CHAPTER IV
The Grasp of the Mediterranean[B]

SEA- AND LAND-POWER

Others may use the ocean as their road,
Only the English make it their abode;
Our oaks secure, as if they there took root,
We tread on billows with a steady foot.

Edmund Waller, 1656.

It is important next to consider the situation in the Mediterranean, where sea-power is of momentous importance to the Allies. In those historic waters the fate of many nations has been decided. They are a vital link and the highway of the British Empire. Between Gibraltar and Port Said two thousand miles of British welfare lie outrolled. To France, with her great possessions in Algeria, Morocco, and Tunis, the importance of this sea highway is supreme. She must, in this war and at all times, traverse its waters or she will be undone. Italy has won a great position In the Adriatic and the Mediterranean, and she would wither away and perish if either fell under enemy control. Trieste is her object, and she has proclaimed a protectorate over Albania the better to establish her power in the Adriatic, and she has her new possessions in the Libia Italiana of Northern Africa. From the operations in the Mediterranean we shall learn something more of the relation of sea-power to land operations, and of the limitations of that power, and we shall see the allied navies of England, France, Russia, Italy, and Japan in co-operation. We shall know why the enemy made a great submarine stroke in the Mediterranean when everything else at sea had failed.
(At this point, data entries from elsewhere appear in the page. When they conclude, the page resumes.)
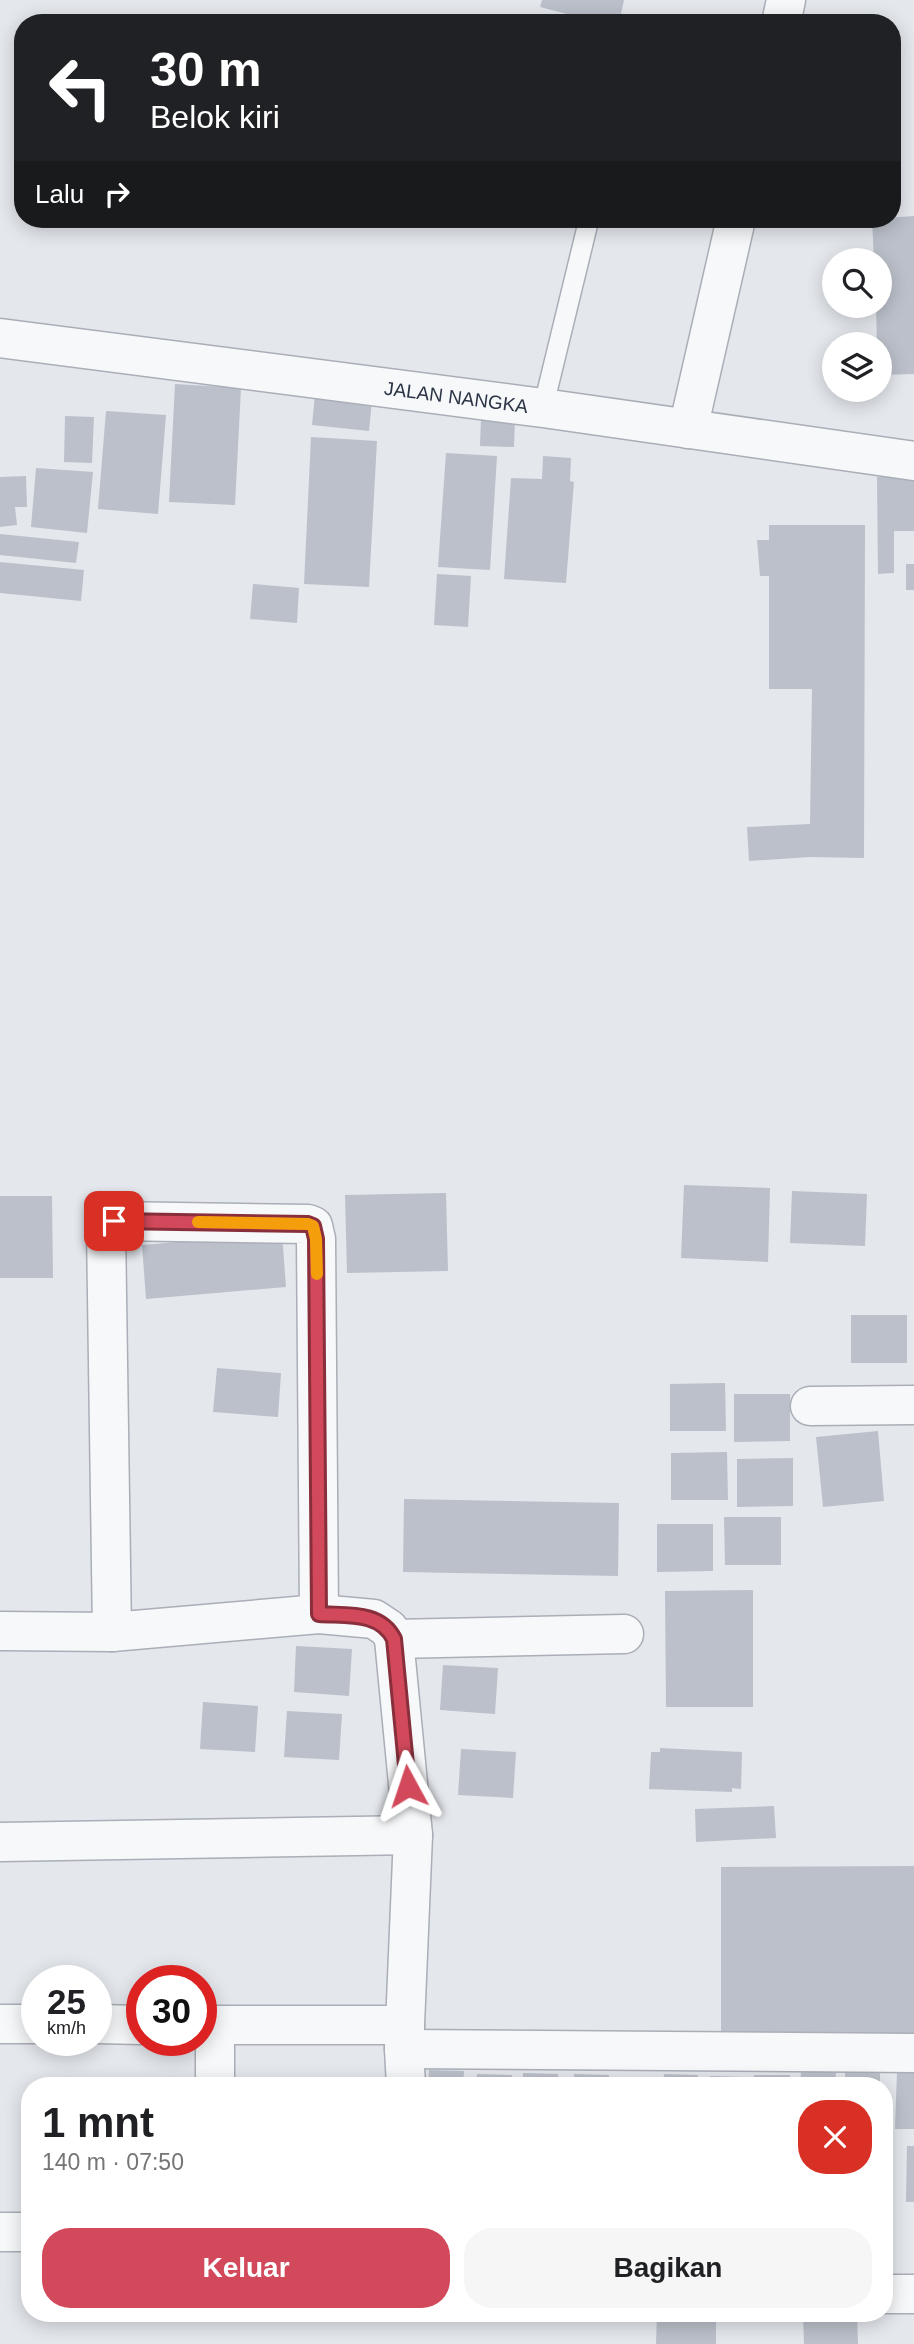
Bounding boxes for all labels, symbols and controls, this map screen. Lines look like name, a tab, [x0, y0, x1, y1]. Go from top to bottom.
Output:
icon: left	[35, 42, 126, 133]
text: 30 m	[150, 42, 262, 96]
text: Belok kiri	[150, 99, 280, 135]
icon: right	[98, 175, 136, 213]
text: Lalu	[35, 179, 84, 209]
map controls	[822, 248, 892, 402]
button: search	[822, 248, 892, 318]
button: layers	[822, 332, 892, 402]
street label: JALAN NANGKA	[383, 377, 530, 417]
pin	[84, 1191, 144, 1251]
icon: arrive	[95, 1202, 133, 1240]
position arrow	[371, 1749, 445, 1823]
speed limit sign: 30	[126, 1965, 217, 2056]
text: 25	[47, 1982, 86, 2021]
text: km/h	[47, 2018, 86, 2038]
text: 1 mnt	[42, 2099, 154, 2146]
button: close	[798, 2100, 872, 2174]
text: 140 m · 07:50	[42, 2149, 184, 2175]
button: Keluar	[42, 2228, 450, 2308]
button: Bagikan	[464, 2228, 872, 2308]

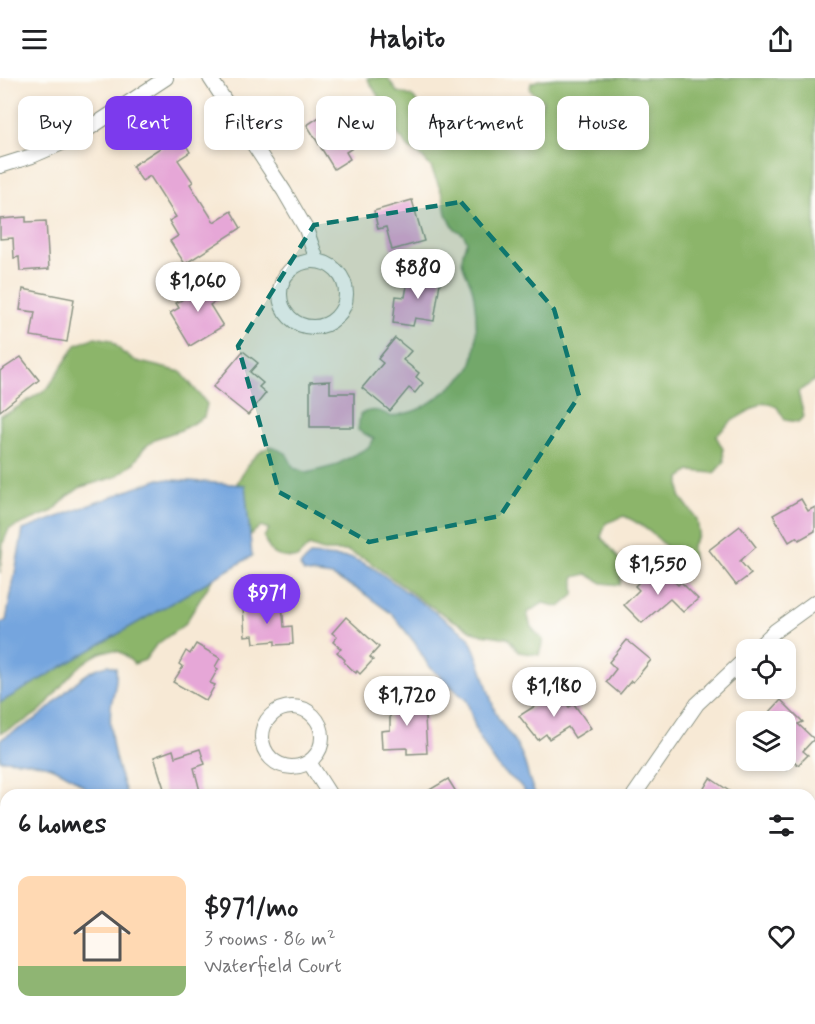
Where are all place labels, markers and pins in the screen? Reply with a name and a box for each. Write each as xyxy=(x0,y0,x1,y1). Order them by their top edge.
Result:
pin: $880 xyxy=(382,249,454,300)
pin: $1,060 xyxy=(149,262,247,313)
pin: $1,550 xyxy=(609,545,707,596)
pin: $971 xyxy=(231,574,303,625)
pin: $1,180 xyxy=(505,667,603,718)
pin: $1,720 xyxy=(358,676,456,727)

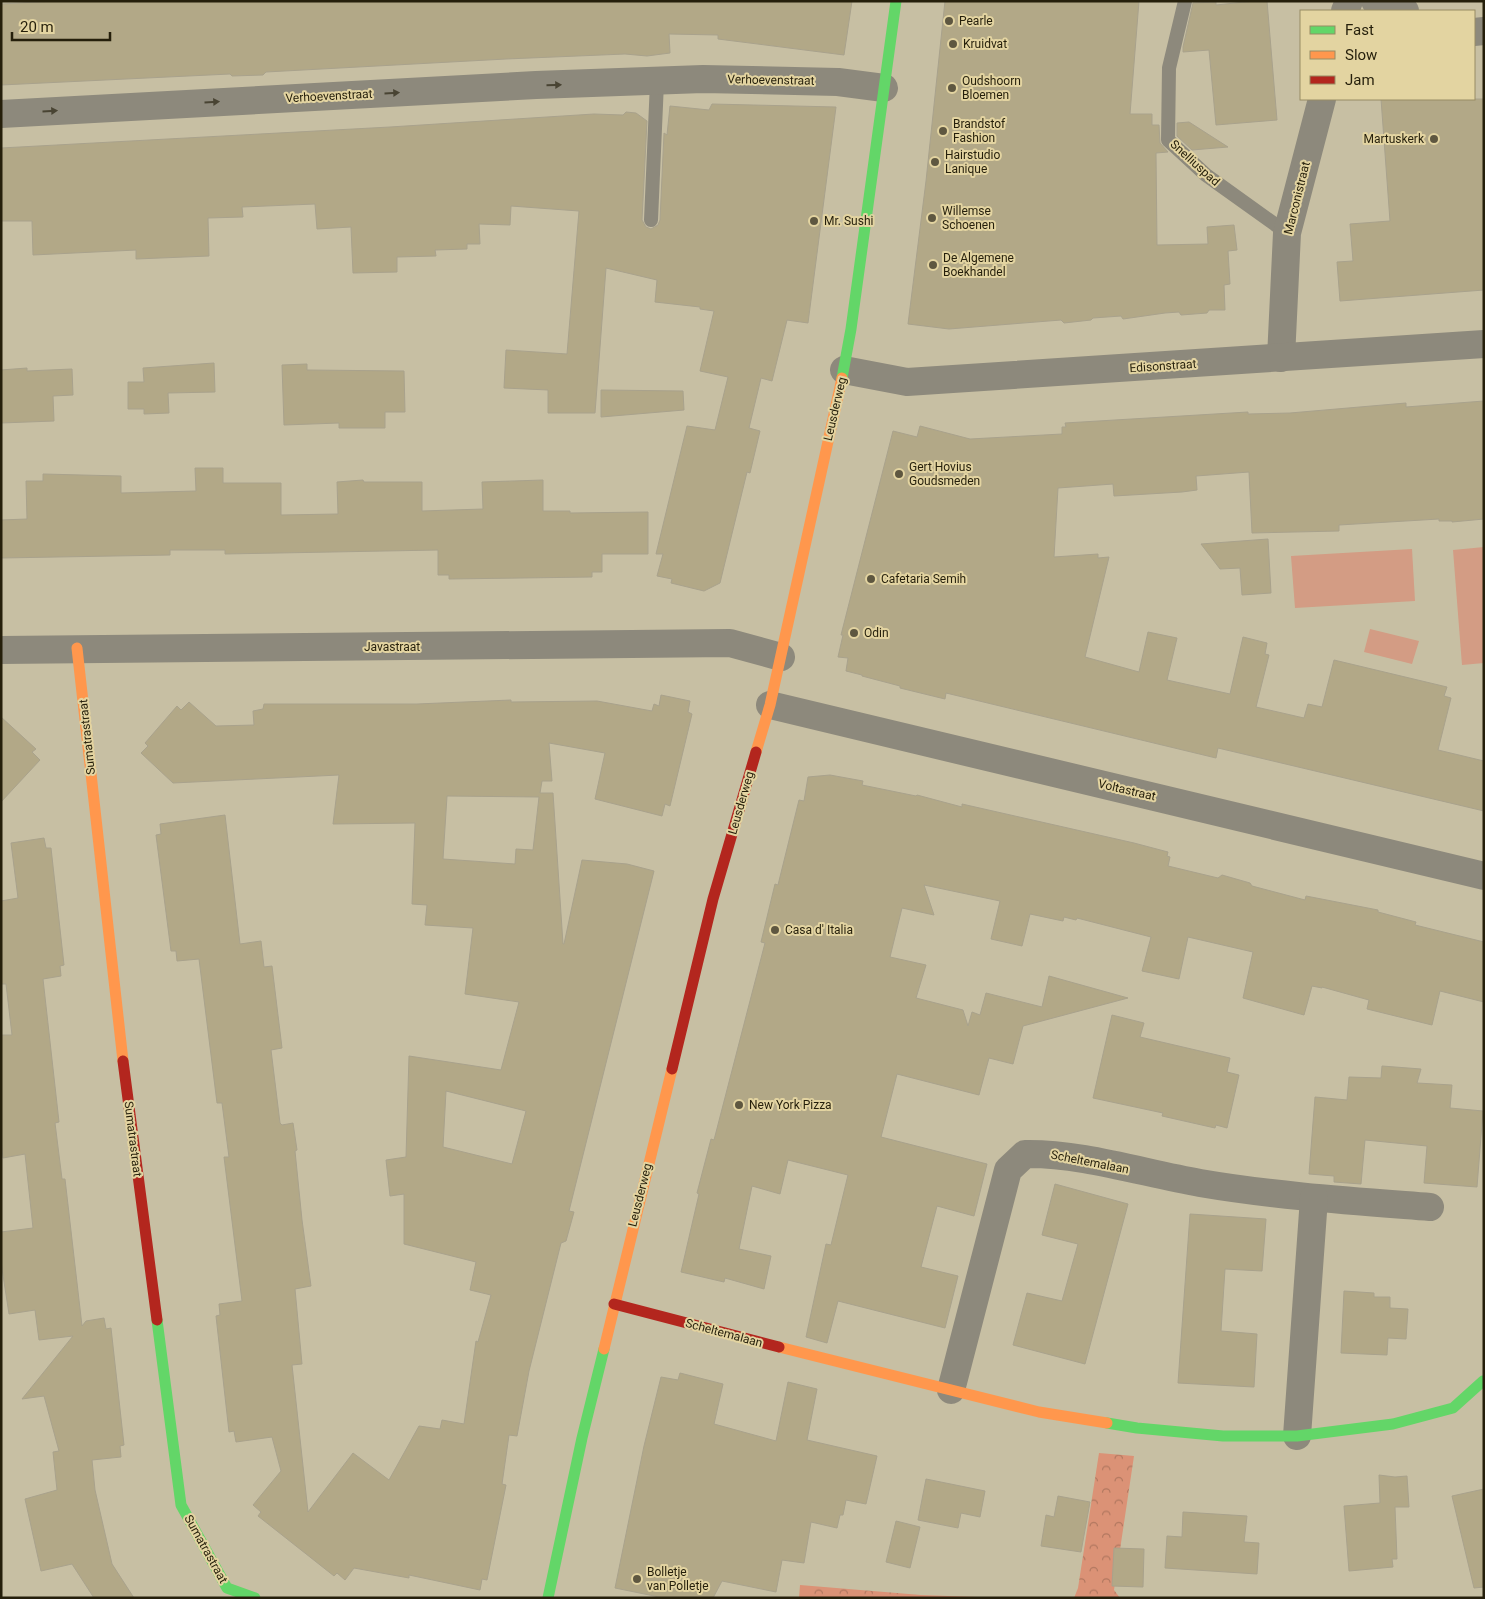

[B] See [Map II.], at end of book.

The French battleship squadrons were concentrated in the Mediterranean before the war. The cruiser squadron in the Channel, like David against Goliath, was willing to encounter even the whole German High Sea Fleet; but the French had been assured of British co-operation, and all danger was forestalled. In the Mediterranean the Goeben and Breslau had come west, and had bombarded Bona and Philippeville; but the French Admiral, going south from Toulon, was on their heels, and they fled to the east again, running the gauntlet of the British squadron on their way to join the Turks.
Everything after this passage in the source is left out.